While the reopening of Springfield High is “a cause to rejoice,” Wentzel told the school board Thursday, there is still plenty of work to be done.

“We still have six school that are closed to our students," he said. "However, we are persevering and the reopening of one of our high schools shows the progress our staff is making.”

Students at Springfield High have been attending classes on a platoon system at Springfield Junior High since the flood.

Also Thursday, the school board approved funds to cover the cost of emergency labor incurred by principals, teachers and staff during and after the flooding. Wentzel estimates that cost at $73,000.

School Board President Malcolm Sibley said the school system’s staff deserves the thanks of the entire community for their efforts in getting the schools open after the flood. “Even though many of our staff and teachers saw their own homes flooded, they still went to their schools to do what they could to get the schools back in operation,” he said.

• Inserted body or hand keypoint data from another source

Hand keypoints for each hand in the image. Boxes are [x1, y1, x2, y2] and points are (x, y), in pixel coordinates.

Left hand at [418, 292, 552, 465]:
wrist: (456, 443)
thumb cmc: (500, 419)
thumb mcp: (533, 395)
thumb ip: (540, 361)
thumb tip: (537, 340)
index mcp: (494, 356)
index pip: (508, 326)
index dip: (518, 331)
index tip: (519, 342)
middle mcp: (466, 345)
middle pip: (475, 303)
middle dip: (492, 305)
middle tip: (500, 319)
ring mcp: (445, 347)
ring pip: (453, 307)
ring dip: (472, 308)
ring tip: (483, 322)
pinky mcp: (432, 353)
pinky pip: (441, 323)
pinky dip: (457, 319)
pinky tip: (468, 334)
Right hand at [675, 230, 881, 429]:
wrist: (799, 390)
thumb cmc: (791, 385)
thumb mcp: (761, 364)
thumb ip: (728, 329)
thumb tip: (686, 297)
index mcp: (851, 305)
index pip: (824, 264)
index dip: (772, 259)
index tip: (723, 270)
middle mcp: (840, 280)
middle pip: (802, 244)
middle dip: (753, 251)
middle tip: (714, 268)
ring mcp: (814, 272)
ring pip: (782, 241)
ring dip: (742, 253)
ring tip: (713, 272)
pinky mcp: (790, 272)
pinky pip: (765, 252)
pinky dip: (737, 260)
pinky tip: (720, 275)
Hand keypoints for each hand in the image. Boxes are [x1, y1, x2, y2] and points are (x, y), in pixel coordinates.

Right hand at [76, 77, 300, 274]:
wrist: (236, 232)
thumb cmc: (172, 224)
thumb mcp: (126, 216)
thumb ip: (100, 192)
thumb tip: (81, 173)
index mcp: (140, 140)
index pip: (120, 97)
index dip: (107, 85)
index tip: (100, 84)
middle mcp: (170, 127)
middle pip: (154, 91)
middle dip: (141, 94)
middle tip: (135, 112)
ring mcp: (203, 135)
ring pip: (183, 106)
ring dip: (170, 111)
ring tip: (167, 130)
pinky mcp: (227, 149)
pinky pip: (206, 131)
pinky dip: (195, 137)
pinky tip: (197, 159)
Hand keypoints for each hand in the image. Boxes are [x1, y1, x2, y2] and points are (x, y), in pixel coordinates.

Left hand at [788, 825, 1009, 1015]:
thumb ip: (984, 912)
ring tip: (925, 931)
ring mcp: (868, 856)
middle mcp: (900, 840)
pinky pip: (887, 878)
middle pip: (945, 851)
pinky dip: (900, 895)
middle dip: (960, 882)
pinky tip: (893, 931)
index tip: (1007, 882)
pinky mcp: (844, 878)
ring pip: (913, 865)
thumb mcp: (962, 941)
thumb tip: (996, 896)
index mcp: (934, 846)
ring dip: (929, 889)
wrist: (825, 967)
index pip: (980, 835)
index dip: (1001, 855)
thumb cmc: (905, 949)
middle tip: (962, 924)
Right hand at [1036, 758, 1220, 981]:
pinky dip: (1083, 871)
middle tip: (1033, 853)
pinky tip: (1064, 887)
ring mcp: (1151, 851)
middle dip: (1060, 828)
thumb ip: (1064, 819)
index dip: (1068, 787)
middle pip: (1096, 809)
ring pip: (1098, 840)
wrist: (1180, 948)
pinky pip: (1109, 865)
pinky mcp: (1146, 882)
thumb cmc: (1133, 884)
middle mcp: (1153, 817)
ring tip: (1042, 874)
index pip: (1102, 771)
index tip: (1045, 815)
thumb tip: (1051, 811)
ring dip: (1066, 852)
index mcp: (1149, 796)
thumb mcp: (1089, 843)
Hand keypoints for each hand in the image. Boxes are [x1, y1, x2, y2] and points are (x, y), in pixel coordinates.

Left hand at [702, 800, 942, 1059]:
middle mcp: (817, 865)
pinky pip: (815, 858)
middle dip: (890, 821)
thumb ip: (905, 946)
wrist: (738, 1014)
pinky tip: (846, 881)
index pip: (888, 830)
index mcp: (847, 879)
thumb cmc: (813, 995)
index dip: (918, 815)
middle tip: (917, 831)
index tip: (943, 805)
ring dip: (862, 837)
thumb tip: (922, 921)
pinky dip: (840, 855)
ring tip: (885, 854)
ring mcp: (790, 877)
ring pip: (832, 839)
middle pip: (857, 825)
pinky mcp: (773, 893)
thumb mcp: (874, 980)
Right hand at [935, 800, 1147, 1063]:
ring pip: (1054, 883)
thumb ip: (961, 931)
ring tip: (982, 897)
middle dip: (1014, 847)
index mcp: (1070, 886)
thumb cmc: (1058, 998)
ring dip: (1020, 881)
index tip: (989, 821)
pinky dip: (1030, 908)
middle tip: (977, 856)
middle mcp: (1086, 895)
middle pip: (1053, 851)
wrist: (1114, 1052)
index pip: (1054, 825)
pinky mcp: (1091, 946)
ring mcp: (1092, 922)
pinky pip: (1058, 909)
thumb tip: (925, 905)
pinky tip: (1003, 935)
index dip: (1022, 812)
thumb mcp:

The school board also approved a memorandum of understanding between the school system and the Louisiana Department of Public Safety and Corrections to provide officers to direct traffic at Live Oak High. Wentzel said the move of 2,300 students from Denham Springs High to Live Oak has created traffic problems when students are dismissed. The school board will pay officers working the traffic detail $45 an hour and Wentzel said that the cost will be covered by FEMA on a 95 percent basis.

Wentzel also told the board that 30 pallets of school supplies were delivered to the school district Wednesday, a gift from the St. Tammany Parish School System. Additionally, the superintendent said, he received a check for $42,000 raised in the St. Tammany schools along with about $8,450 is gift certificates.

Country music singer Taylor Swift has pledged to donate $50,000 to the school system, Wentzel said.

School board members voted unanimously to name Alvin Fairburn and Associates to study a plan to rebuild Denham Springs Freshman High and Denham Springs High, both heavily damaged in the flood. The board also pre-approved the following firms that may be called upon to do damage assessments and rebuilding plans for other flooded schools: Ziler Architects; Gassaway Gassaway Bankston Architects; Moates Savoie Hunley Architects; and Coleman Partners Architects.

Other schools that remain closed because of extensive flood damage are Denham Springs Elementary, Southside Elementary and Southside Junior High.

Editor's note: This article was changed on Friday, Sept. 23, 2016, to note that Springfield High School is reopening on Monday, Oct. 3.